GINA 2025 asma: a mensagem principal para adultos
Em primeiro lugar, a mensagem mais importante da GINA 2025 asma é simples: adulto com asma não deve ficar dependente de broncodilatador de curta ação como único tratamento. O raciocínio atual parte do risco. Mesmo sintomas pouco frequentes podem vir acompanhados de exacerbação grave se a inflamação brônquica não estiver protegida por corticoide inalatório.
Por isso, a estratégia preferencial para muitos adultos e adolescentes usa ICS-formoterol como medicação de alívio. ICS significa corticoide inalatório. Formoterol é um beta-agonista de início rápido e longa duração. A combinação permite tratar broncoconstrição e inflamação no momento em que o paciente percebe sintomas.
Em termos de prova, não basta decorar nomes comerciais. O estudante precisa reconhecer três ideias:
- SABA isolado não é a opção segura de rotina para adulto com asma.
- ICS deve aparecer em algum ponto do plano, seja como alívio combinado, manutenção diária ou associação conforme o passo.
- Técnica, adesão e fatores de risco vêm antes de subir dose automaticamente.
Por exemplo, essa lógica muda a leitura de casos clínicos. Quando a questão traz paciente usando salbutamol várias vezes por semana, acordando à noite ou indo ao pronto-socorro, a resposta raramente é apenas “aumentar o broncodilatador”. O correto é revisar controle, risco, técnica inalatória e tratamento anti-inflamatório.
Mudanças no tratamento da asma em adultos em 2025
Além disso, em 2025, a mudança no tratamento da asma em adultos é mais uma consolidação prática do que uma troca completa de paradigma. A diretriz mantém a estrutura em passos, mas reforça a escolha do caminho terapêutico antes de discutir dose isolada. Em outras palavras, primeiro decida a estratégia de alívio, depois ajuste manutenção.

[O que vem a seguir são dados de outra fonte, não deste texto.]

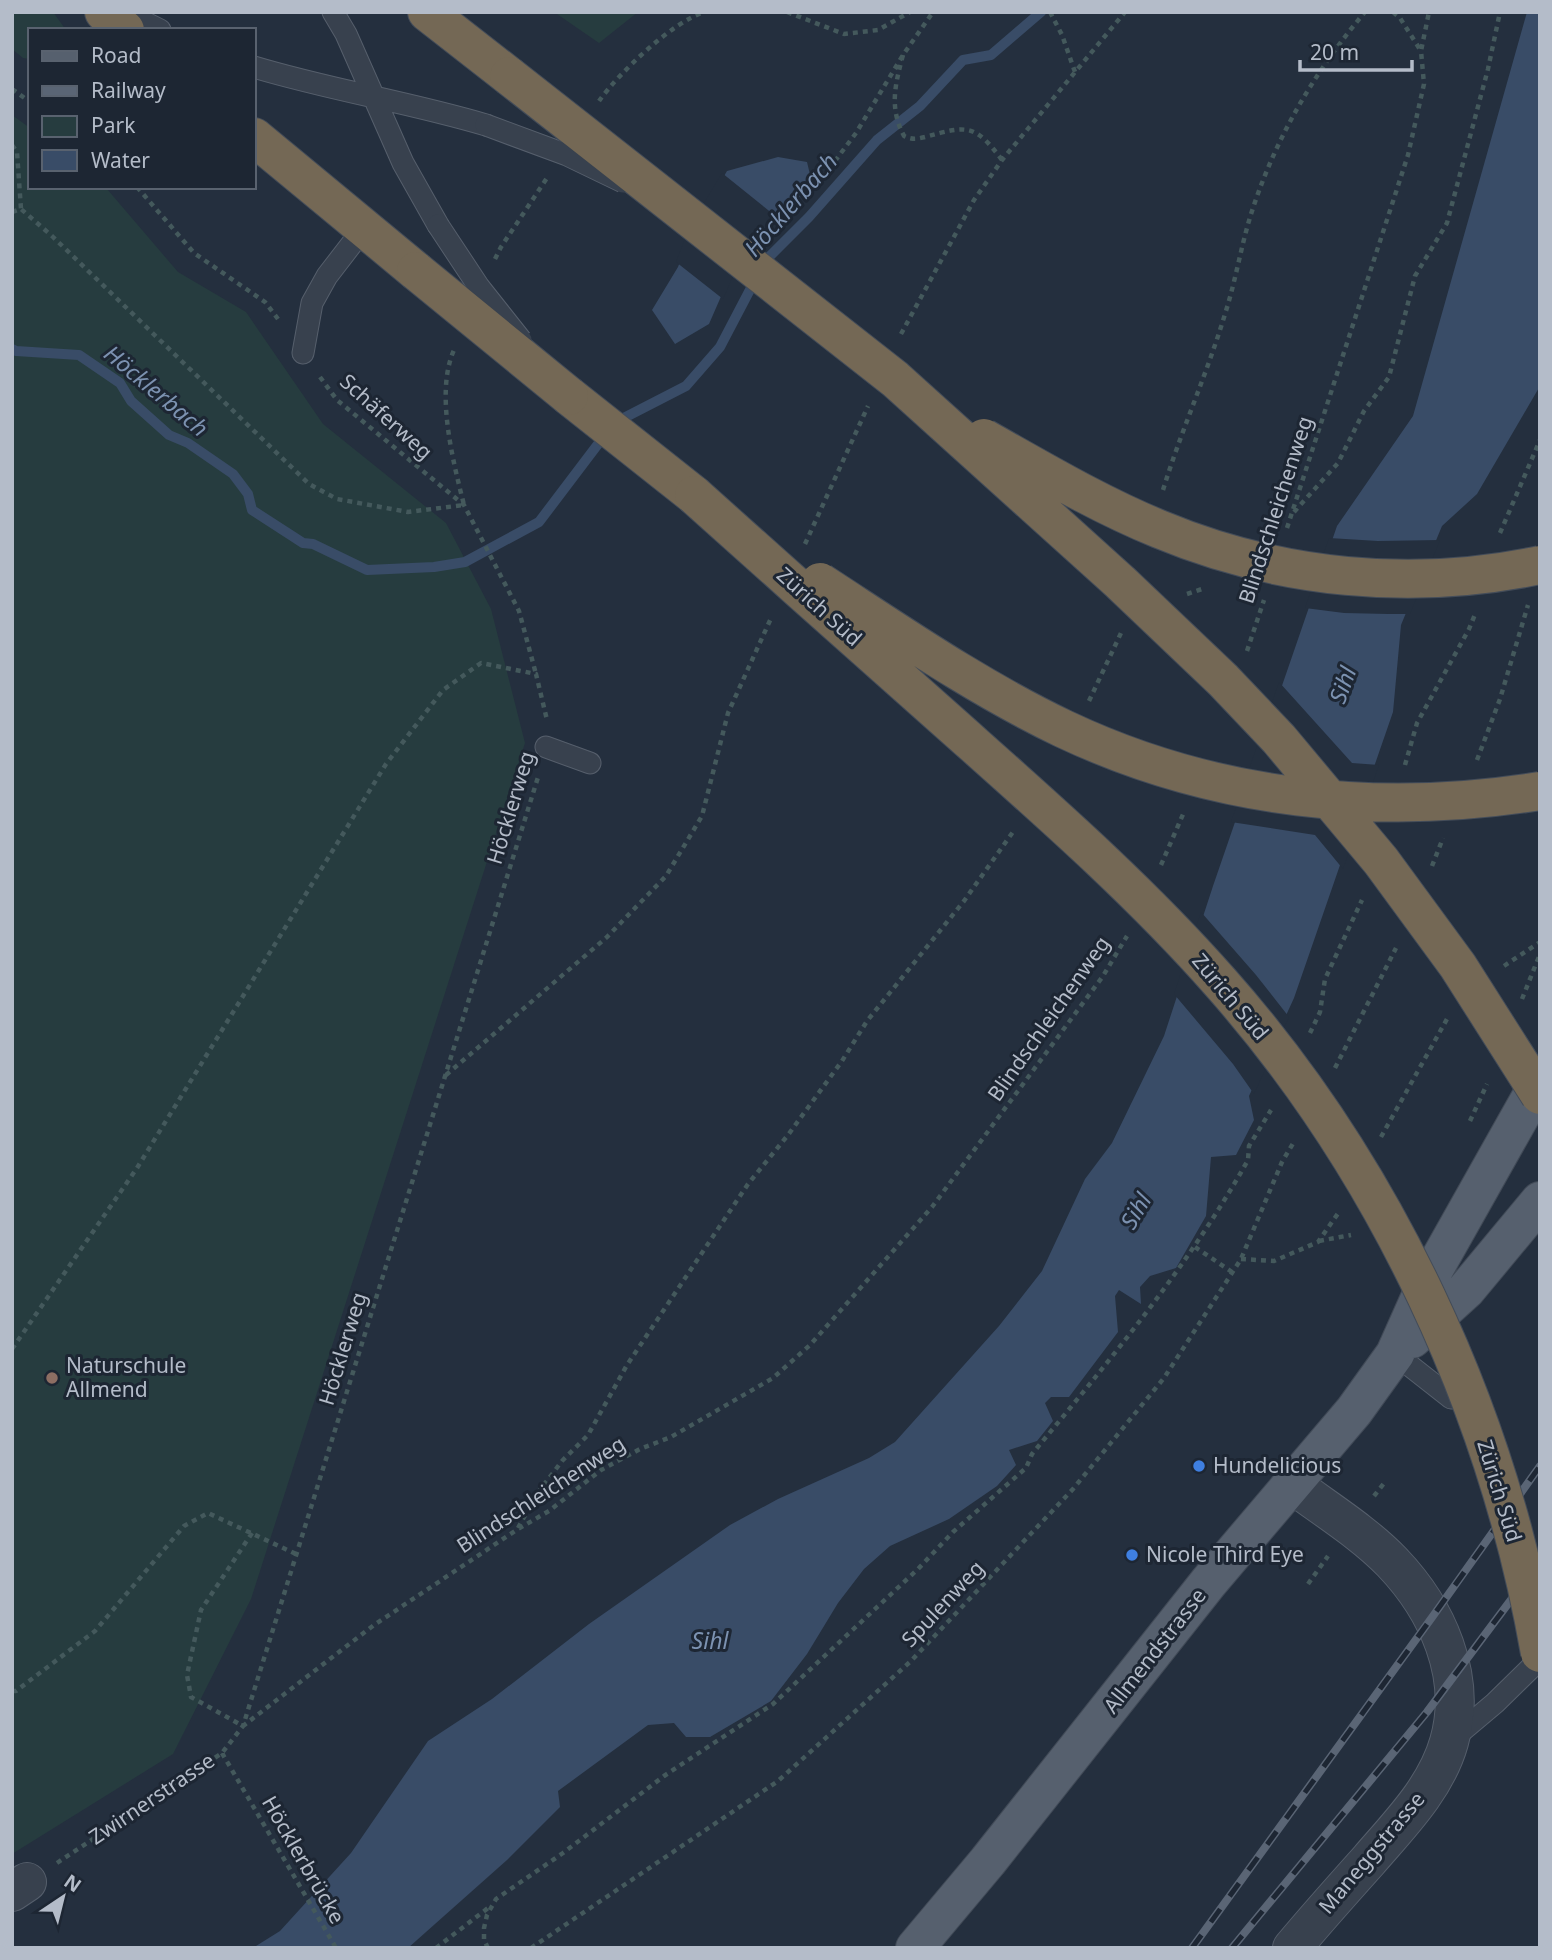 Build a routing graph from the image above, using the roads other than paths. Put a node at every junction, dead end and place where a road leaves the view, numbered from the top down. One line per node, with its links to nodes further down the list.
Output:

Em seguida, a GINA organiza o tratamento em dois caminhos. No Track 1, o alívio é feito com baixa dose de ICS-formoterol. Nos passos iniciais, isso pode ser usado conforme necessidade. Nos passos intermediários, o mesmo conceito aparece como MART, isto é, manutenção e alívio com ICS-formoterol. No Track 2, o alívio usa SABA ou outra alternativa, mas sempre com corticoide inalatório planejado para reduzir risco.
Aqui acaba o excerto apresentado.